Happy Labor Day!
Today Andrew and I don't have to work. We'll be taking the kids to their favorite park, maybe do some swimming, and most definitely have some ice cream. Today we'll enjoy one of the last days of summer together as a family.
Most people around the world will be working today. They'll be at the check out counter at our local grocery store. They'll be scooping ice cream, monitoring the pool changing room, driving trucks, harvesting tomatoes, picking apples, fishing.
Some of the people working today will be children. Some of the children working today will be slaves.
|Mercy Project Ghana|
One of the amazing surprises of becoming a family through international adoption is how my eyes have been opened to the world in a whole new way. I've make connections across the country with other bloggers and mothers of Ethiopian children. I've read books and articles and histories of Africa that I may not have picked up before Daniel and Lily came home. Most of the things I've learned on this journey have enriched our lives and opened my mind and heart wider and wider. Some of the things I've learned have made me weep.
All over the world people are working today without pay, without protection, without recourse to legal or social support. There are men picking tomatoes in Florida who are locked into dorms at night. There are women being trafficked into the sex industry, here in America. There are children working in mines, picking coffee and chocolate, making sneakers and sweaters.
Today, Labor Day, I'm joining with 100 other bloggers to celebrate the work of Mercy Project Ghana. Mercy Project works with fishing communities on Lake Volta, Ghana. The Lake was created 50 years ago by a dam, and is home to many fishing communities. Over the decades the fishing stock has been declining (as stocks have all across our Earth). This has led these desperate communities to turn to child slavery. Child slaves are small, require little food and no money. They don't rebel, and have fingers just the right size for the intricate nets required to fish ever smaller, elusive fish. Where do they come from? Other desperate families who are tricked into believing their children will lead a better life on the lake.

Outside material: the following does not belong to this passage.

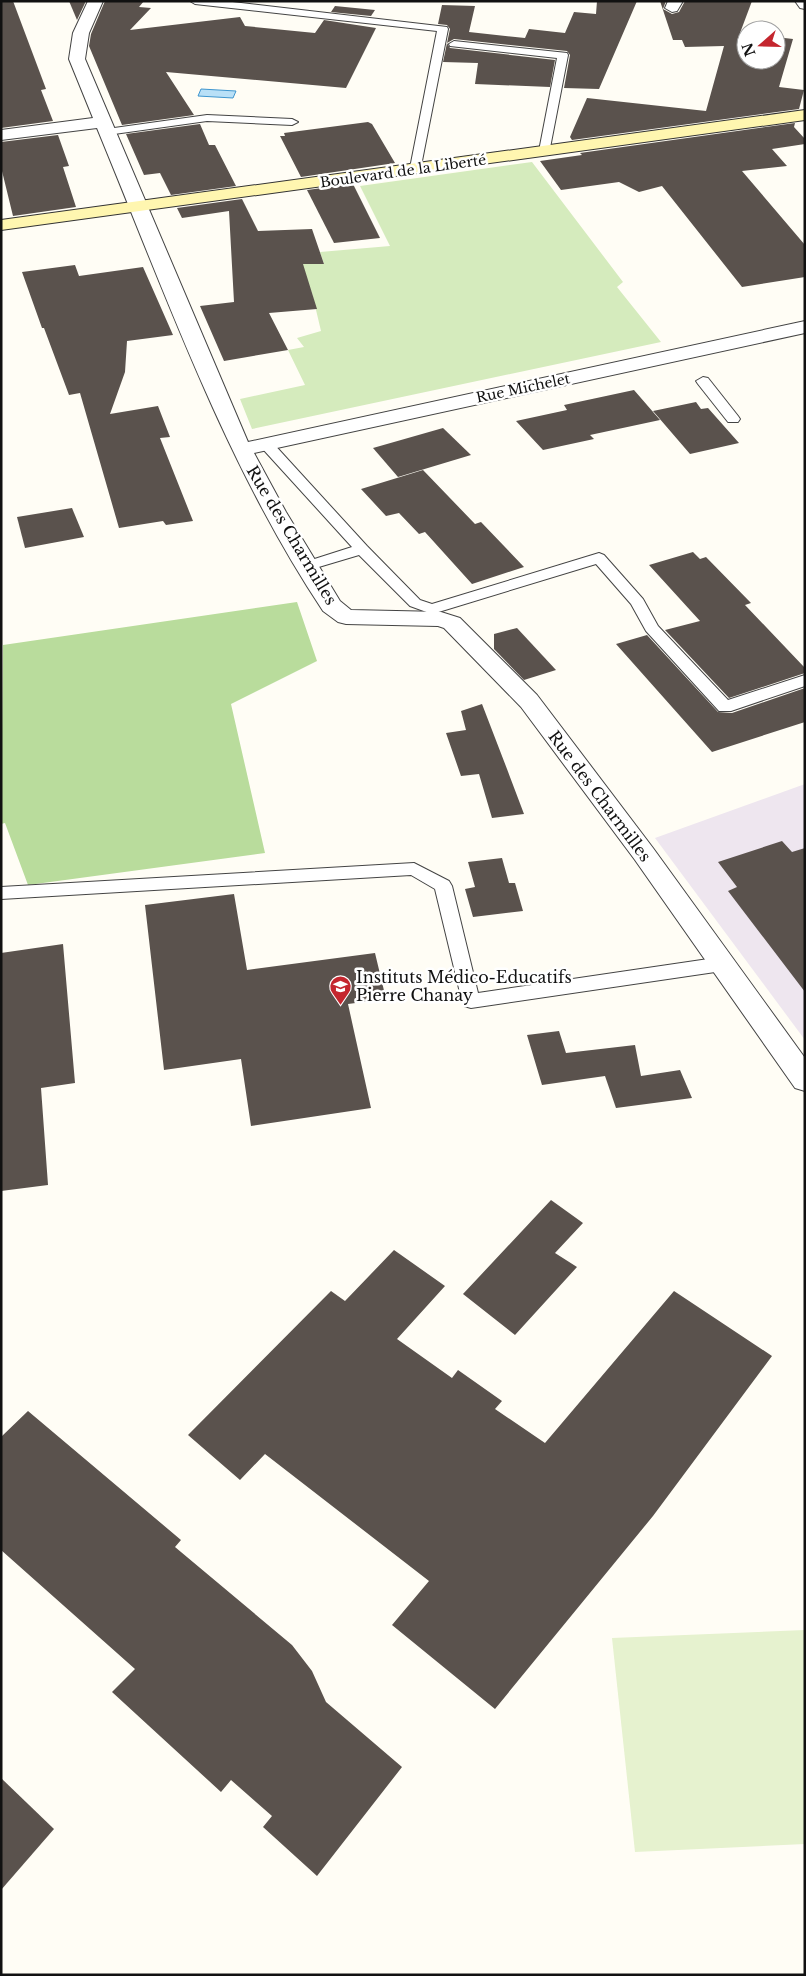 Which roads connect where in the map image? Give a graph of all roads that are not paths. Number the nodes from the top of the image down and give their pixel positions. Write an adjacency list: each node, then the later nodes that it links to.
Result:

Why do I care? Why is an adoptive mother now advocating for the end of child slavery? Because I now know, as I didn't fully before, how small the world is. There are two little children sitting next to me, happily watching cartoons, who were once part of a hungry, desperate family. If there had been a fishing community trafficker or a chocolate farm "employment" recruiter in their village, instead of an orphanage, they may have ended up one of the children in this video. This is no insult to their Ethiopian family. Desperate, hungry people make desperate choices. Choosing another life for your children because you have no hope for their future with you is a desperate, difficult act of faith. Some families are lucky; some families are tricked. Some children end up in loving families. Some children end up living in slavery. When I look around my home, I see so many products that may have been picked, mined or produced by slaves, or made by people who are so underpaid and unprotected they may as well be enslaved. Our world is so, so small.
Today, Labor Day, people are working all over the world. But this month, hundreds of children on Lake Volta will stop working. They will go to school; they will go to the doctor. They will be reunited with their families.
Mercy Project has been working with fishing communities to establish more productive, less labor intensive fishing methods. They have been making it possible for these communities to thrive without slaves. The children will be freed.
See how it will happen here.
Learn more here and here.
This Labor Day I'm celebrating not working. I hope you'll join me.